REQUIRED ACTION ▸
For the entries below, how many lines include the word "image"? Give the figure and nothing more.

EXERCISE DATA ▸
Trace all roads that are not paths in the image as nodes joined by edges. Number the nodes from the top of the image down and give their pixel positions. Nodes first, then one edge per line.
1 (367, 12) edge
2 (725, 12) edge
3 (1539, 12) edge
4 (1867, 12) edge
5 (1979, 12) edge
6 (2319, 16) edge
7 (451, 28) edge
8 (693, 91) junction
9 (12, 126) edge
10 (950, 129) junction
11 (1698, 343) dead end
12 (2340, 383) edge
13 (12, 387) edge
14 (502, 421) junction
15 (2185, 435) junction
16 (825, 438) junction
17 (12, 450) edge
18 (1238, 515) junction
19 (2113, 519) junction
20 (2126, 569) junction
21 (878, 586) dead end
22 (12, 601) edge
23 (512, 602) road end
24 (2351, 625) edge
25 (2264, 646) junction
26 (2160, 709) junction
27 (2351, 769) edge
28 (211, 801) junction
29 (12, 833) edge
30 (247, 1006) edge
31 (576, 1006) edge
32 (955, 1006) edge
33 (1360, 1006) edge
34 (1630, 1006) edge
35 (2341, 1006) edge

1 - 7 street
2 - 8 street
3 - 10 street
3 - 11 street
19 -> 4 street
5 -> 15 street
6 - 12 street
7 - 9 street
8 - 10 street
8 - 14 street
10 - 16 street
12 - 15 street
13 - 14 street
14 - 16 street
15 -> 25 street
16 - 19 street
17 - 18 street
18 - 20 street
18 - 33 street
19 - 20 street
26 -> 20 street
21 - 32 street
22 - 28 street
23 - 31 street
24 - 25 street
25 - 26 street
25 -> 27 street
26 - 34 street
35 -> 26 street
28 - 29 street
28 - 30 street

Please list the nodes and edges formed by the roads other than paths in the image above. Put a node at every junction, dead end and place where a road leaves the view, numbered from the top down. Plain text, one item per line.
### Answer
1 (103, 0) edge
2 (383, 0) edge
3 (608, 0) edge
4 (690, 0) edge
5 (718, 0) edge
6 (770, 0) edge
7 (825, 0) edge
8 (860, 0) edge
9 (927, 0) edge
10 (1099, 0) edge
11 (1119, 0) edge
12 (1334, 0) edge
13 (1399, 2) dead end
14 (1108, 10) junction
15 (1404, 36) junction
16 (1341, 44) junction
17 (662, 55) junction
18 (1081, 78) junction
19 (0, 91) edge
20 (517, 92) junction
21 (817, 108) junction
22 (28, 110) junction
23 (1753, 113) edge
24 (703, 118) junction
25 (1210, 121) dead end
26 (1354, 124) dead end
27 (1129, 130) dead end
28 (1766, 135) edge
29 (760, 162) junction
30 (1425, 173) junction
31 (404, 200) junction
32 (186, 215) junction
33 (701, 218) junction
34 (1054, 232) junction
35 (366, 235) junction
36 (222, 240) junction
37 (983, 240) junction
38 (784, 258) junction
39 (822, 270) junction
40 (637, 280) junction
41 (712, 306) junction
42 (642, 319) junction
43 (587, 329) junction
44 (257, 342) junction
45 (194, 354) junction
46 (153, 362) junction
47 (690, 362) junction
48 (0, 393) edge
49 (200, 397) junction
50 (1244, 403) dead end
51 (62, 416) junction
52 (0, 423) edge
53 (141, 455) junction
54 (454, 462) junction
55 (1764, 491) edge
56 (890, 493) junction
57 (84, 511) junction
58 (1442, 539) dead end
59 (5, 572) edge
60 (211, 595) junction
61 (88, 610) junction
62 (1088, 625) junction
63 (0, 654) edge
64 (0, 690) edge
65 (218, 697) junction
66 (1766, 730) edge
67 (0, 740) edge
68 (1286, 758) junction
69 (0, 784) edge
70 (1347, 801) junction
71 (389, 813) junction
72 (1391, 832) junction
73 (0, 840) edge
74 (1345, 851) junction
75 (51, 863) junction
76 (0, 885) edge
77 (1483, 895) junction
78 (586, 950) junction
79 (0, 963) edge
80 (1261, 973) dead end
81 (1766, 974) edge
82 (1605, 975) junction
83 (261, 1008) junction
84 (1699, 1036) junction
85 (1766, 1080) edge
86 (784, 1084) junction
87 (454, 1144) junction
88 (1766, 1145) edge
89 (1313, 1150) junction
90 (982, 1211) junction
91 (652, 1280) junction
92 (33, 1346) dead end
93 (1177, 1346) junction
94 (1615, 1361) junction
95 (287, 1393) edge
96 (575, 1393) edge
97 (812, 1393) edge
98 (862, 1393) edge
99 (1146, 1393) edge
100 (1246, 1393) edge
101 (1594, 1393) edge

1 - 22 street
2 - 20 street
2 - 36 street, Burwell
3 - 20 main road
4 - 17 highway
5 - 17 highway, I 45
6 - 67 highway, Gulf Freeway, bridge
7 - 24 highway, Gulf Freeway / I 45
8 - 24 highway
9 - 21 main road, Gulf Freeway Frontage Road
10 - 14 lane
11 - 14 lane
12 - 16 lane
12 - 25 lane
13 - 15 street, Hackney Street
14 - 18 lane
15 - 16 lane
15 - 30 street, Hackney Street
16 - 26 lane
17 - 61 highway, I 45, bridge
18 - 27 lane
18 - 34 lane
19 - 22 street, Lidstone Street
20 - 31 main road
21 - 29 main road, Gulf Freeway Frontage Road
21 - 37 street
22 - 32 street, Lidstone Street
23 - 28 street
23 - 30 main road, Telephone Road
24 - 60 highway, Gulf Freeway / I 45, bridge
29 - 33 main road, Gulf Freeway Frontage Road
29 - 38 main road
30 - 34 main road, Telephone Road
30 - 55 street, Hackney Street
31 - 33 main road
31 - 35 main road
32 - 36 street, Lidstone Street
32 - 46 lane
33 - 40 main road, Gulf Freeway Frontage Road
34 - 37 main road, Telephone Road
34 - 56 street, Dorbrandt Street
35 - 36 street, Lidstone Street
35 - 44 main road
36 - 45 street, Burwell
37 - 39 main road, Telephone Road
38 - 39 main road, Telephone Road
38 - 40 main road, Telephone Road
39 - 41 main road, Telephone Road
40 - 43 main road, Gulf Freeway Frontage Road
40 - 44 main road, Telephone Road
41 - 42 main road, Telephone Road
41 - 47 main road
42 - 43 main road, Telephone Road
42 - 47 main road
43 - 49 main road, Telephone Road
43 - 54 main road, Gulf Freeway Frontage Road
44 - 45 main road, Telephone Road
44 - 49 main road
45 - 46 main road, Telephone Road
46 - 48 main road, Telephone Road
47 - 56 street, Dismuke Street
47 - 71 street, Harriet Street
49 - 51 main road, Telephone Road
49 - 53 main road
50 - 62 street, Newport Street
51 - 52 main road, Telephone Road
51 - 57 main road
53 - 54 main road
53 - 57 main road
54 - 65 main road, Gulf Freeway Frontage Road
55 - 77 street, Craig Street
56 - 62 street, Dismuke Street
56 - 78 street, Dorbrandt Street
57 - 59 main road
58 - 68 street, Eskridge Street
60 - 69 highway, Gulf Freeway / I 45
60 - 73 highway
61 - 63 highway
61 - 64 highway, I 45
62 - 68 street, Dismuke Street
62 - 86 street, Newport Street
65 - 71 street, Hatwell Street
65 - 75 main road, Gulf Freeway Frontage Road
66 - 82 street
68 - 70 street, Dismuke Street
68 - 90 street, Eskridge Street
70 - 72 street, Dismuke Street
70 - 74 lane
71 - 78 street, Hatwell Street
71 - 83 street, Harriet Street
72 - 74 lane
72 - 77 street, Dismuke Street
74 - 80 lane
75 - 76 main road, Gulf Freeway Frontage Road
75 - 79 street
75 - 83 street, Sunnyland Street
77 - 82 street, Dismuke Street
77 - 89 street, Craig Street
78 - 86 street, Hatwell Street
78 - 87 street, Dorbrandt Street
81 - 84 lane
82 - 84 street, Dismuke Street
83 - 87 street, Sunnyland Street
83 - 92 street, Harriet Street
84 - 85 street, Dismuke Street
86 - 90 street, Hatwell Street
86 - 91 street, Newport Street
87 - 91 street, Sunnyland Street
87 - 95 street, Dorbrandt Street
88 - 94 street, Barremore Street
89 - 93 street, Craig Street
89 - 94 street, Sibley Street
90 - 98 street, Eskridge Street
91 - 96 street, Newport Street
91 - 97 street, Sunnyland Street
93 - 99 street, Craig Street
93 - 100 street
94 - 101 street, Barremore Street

RESPONSE BELOW ▸
2